**GIVEN RECORDS**

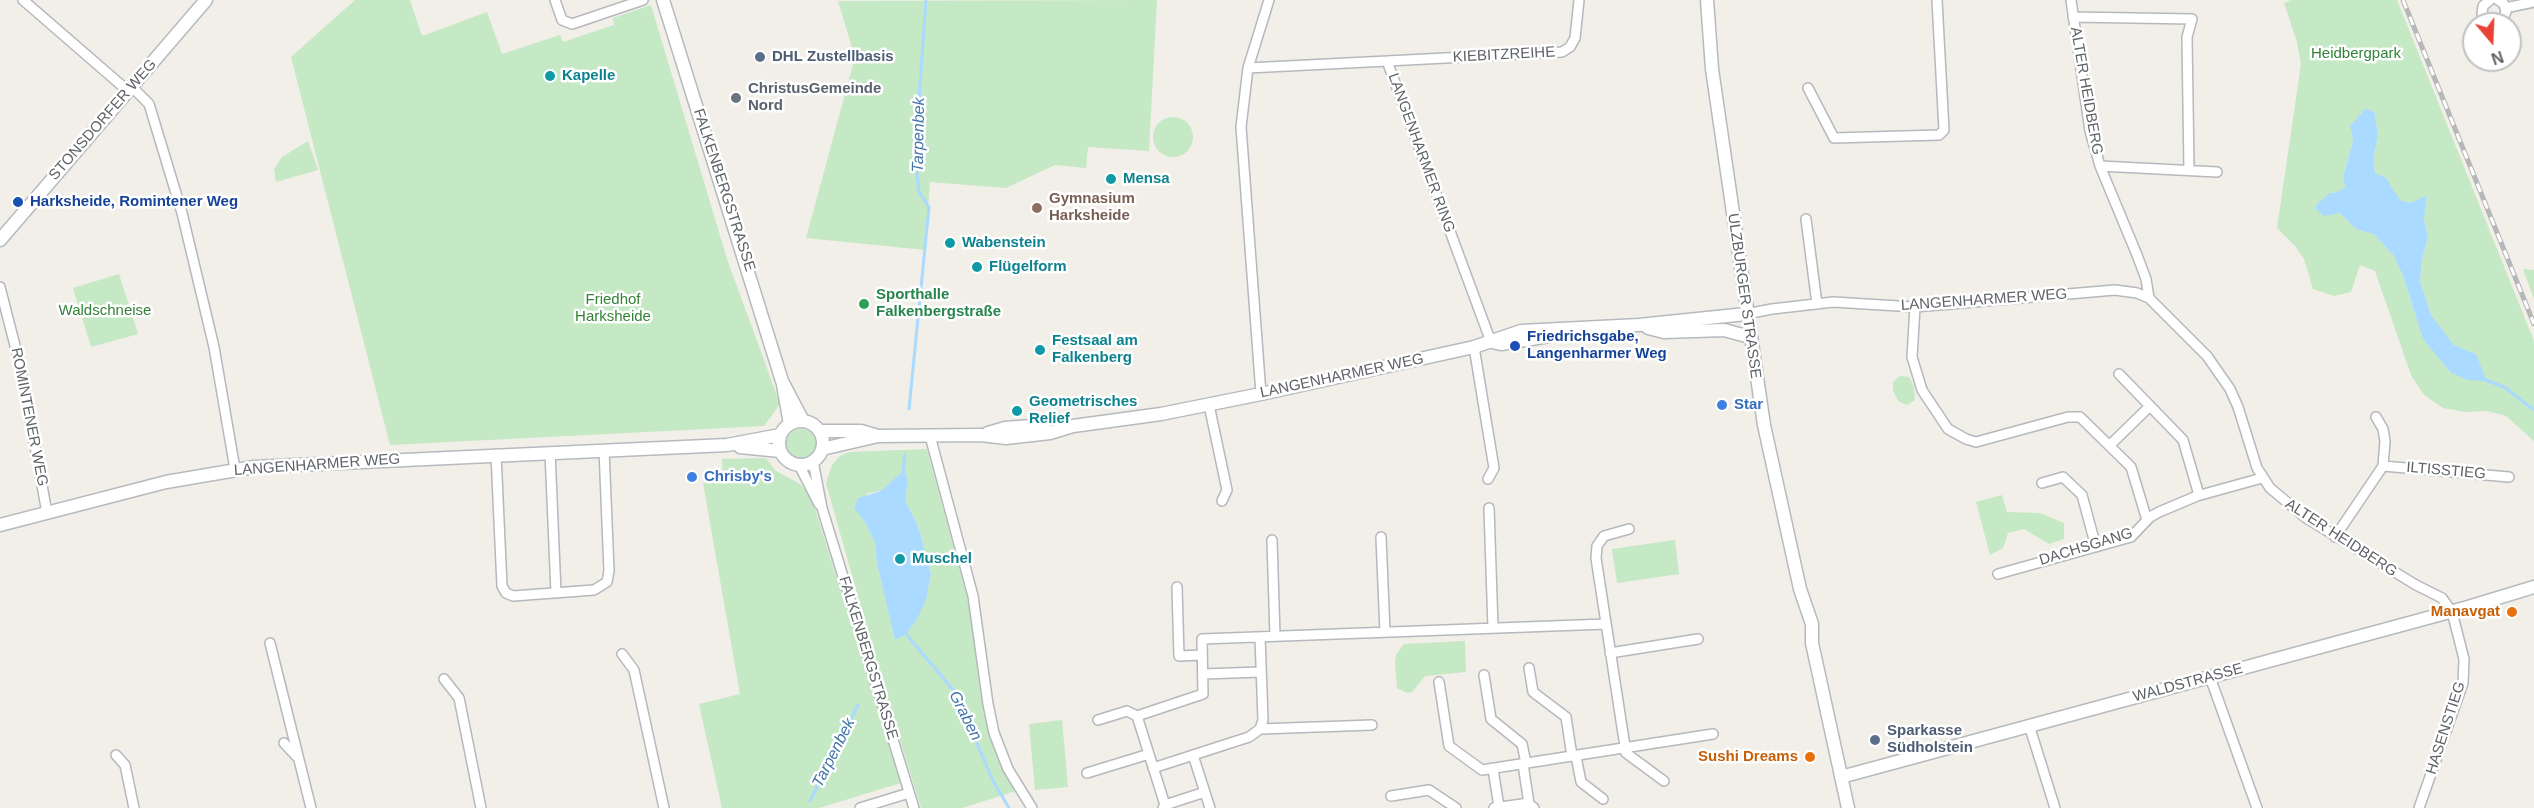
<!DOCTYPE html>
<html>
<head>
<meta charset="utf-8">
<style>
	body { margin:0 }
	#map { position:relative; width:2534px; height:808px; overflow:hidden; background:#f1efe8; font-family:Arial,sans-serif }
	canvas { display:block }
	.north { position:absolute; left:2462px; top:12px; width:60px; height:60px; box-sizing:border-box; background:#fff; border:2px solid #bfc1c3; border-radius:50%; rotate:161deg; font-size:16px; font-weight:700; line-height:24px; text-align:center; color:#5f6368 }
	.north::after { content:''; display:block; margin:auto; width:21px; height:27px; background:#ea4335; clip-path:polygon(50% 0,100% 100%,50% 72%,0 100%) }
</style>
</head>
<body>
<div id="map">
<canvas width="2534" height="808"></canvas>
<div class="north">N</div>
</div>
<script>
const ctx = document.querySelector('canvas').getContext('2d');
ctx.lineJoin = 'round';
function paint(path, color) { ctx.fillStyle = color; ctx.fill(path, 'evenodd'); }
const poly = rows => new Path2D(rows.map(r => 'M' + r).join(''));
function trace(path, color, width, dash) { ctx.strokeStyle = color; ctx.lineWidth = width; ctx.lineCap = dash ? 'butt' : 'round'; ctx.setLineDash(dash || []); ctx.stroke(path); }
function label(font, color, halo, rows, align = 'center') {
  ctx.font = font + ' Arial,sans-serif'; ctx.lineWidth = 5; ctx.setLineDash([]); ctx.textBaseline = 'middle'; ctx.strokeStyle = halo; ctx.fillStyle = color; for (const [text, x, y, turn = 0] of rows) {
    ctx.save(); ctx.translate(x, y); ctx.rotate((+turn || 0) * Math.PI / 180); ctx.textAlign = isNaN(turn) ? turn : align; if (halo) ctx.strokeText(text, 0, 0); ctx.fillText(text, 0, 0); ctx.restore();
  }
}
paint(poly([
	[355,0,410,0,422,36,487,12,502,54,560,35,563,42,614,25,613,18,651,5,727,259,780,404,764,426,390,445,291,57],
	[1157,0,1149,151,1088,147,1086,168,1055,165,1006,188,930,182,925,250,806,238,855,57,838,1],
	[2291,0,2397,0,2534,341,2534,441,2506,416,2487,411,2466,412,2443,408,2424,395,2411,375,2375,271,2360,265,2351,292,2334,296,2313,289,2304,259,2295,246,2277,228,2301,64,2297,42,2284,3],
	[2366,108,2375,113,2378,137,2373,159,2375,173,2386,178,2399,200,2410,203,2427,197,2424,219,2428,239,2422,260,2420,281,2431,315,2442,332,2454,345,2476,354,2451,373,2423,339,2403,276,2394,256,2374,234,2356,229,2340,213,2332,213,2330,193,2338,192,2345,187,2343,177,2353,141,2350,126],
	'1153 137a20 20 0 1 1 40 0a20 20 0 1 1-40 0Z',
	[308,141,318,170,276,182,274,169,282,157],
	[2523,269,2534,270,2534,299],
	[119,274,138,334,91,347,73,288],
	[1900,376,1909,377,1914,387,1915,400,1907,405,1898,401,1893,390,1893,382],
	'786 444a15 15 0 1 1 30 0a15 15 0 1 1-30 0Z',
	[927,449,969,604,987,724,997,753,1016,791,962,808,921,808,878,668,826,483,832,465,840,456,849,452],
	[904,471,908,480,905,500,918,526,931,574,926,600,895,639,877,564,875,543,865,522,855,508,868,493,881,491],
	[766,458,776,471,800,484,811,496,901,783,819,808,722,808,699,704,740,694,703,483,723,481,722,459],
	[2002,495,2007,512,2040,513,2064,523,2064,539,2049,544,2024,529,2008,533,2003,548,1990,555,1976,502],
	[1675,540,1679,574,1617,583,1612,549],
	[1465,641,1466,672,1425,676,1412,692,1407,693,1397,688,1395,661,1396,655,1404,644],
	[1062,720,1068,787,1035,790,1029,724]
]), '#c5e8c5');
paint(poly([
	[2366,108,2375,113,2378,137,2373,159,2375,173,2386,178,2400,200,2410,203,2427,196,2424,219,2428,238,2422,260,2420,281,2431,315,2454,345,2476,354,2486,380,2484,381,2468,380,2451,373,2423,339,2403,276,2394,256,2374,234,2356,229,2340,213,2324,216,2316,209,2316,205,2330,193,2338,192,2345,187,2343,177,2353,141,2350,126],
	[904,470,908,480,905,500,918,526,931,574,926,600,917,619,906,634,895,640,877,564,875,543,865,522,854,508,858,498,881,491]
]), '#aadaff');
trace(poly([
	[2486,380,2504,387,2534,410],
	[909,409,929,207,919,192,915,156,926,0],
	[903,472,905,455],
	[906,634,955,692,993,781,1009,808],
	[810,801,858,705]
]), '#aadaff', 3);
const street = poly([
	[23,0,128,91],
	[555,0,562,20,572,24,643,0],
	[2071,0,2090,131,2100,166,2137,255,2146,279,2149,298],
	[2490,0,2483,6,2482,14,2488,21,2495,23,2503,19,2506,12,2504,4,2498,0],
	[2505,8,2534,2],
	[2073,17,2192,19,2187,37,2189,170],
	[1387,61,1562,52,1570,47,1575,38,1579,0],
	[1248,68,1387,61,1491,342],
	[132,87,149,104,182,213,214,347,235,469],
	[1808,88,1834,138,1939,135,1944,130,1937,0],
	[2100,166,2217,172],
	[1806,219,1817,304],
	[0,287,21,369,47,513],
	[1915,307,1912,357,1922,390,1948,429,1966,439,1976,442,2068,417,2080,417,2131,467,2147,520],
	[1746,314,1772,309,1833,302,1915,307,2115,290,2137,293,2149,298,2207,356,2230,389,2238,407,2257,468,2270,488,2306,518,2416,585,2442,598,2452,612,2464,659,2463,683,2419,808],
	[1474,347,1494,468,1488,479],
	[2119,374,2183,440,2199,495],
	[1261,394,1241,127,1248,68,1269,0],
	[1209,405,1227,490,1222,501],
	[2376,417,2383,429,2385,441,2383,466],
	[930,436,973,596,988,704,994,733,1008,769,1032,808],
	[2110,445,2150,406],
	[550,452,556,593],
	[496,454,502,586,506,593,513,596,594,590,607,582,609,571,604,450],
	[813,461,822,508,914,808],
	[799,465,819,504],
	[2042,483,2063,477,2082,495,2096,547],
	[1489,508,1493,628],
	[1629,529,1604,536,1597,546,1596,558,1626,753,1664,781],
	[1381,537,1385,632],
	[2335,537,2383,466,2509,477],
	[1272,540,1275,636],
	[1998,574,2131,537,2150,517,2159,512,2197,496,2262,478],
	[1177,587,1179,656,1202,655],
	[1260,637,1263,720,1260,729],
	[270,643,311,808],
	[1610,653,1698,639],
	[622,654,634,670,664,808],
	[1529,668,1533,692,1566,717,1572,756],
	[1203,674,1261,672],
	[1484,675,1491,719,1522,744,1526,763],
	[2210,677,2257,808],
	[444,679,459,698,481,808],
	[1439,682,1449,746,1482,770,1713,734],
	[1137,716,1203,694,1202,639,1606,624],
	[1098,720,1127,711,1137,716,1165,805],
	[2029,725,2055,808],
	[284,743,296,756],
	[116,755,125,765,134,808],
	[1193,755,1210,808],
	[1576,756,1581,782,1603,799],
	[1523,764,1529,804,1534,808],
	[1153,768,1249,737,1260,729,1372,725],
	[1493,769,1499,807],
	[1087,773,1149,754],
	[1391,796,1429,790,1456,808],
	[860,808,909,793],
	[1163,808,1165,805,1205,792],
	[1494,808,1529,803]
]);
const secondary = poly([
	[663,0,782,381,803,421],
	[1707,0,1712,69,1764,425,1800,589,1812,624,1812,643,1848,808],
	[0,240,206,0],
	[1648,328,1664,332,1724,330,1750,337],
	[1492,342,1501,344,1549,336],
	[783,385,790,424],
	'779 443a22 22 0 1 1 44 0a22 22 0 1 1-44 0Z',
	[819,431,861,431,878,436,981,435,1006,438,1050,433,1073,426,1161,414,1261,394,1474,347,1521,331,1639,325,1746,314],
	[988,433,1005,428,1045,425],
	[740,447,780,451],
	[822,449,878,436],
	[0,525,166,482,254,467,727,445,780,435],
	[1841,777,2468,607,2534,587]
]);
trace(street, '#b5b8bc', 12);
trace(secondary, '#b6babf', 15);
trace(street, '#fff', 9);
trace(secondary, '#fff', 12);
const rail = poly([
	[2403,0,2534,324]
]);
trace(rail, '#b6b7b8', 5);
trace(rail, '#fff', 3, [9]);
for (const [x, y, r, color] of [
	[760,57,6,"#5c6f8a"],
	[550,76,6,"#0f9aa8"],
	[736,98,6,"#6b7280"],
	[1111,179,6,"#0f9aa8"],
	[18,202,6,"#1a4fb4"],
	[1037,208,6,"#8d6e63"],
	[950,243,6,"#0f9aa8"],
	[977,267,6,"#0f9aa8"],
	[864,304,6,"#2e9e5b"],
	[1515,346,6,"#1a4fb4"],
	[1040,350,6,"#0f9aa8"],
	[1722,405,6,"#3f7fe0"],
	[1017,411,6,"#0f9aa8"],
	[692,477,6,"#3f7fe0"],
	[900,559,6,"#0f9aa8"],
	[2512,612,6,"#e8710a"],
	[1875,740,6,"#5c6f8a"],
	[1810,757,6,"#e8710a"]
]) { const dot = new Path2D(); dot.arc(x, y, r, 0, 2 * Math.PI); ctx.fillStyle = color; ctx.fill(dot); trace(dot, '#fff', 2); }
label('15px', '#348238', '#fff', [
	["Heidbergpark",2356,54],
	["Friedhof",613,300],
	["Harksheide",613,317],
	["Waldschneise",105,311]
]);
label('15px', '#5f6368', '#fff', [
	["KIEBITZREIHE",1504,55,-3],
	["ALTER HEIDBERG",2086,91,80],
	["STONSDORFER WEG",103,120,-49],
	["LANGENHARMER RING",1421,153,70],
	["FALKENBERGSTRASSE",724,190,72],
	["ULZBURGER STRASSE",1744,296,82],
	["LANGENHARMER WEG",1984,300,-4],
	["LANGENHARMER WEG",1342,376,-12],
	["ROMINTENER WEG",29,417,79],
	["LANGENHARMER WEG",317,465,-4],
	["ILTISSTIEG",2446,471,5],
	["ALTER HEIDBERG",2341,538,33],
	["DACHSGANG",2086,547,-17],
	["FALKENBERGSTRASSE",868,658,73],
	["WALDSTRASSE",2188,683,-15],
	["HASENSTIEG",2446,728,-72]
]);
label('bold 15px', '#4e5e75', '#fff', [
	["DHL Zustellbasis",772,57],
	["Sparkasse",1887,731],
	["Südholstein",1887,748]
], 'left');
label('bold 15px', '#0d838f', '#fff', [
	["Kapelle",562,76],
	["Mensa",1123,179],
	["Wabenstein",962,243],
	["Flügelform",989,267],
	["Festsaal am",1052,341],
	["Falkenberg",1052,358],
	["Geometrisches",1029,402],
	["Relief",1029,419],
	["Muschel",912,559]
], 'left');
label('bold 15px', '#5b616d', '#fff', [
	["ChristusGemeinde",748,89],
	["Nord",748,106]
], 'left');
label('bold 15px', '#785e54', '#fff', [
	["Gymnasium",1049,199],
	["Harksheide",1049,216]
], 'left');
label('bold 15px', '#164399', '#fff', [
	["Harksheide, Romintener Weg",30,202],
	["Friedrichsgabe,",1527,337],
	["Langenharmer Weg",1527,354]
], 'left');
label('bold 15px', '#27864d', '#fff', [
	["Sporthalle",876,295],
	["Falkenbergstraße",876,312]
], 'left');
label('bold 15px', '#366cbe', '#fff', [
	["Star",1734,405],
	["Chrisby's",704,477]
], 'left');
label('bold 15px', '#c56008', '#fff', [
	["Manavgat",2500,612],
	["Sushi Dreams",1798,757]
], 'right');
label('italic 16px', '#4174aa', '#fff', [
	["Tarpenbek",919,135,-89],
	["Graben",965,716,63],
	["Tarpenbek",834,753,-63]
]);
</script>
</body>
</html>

**WORK INSTRUCTION**
Select every line above that contains the word "strokeStyle", and copy it.

**EXERCISE RESULT**
function trace(path, color, width, dash) { ctx.strokeStyle = color; ctx.lineWidth = width; ctx.lineCap = dash ? 'butt' : 'round'; ctx.setLineDash(dash || []); ctx.stroke(path); }
  ctx.font = font + ' Arial,sans-serif'; ctx.lineWidth = 5; ctx.setLineDash([]); ctx.textBaseline = 'middle'; ctx.strokeStyle = halo; ctx.fillStyle = color; for (const [text, x, y, turn = 0] of rows) {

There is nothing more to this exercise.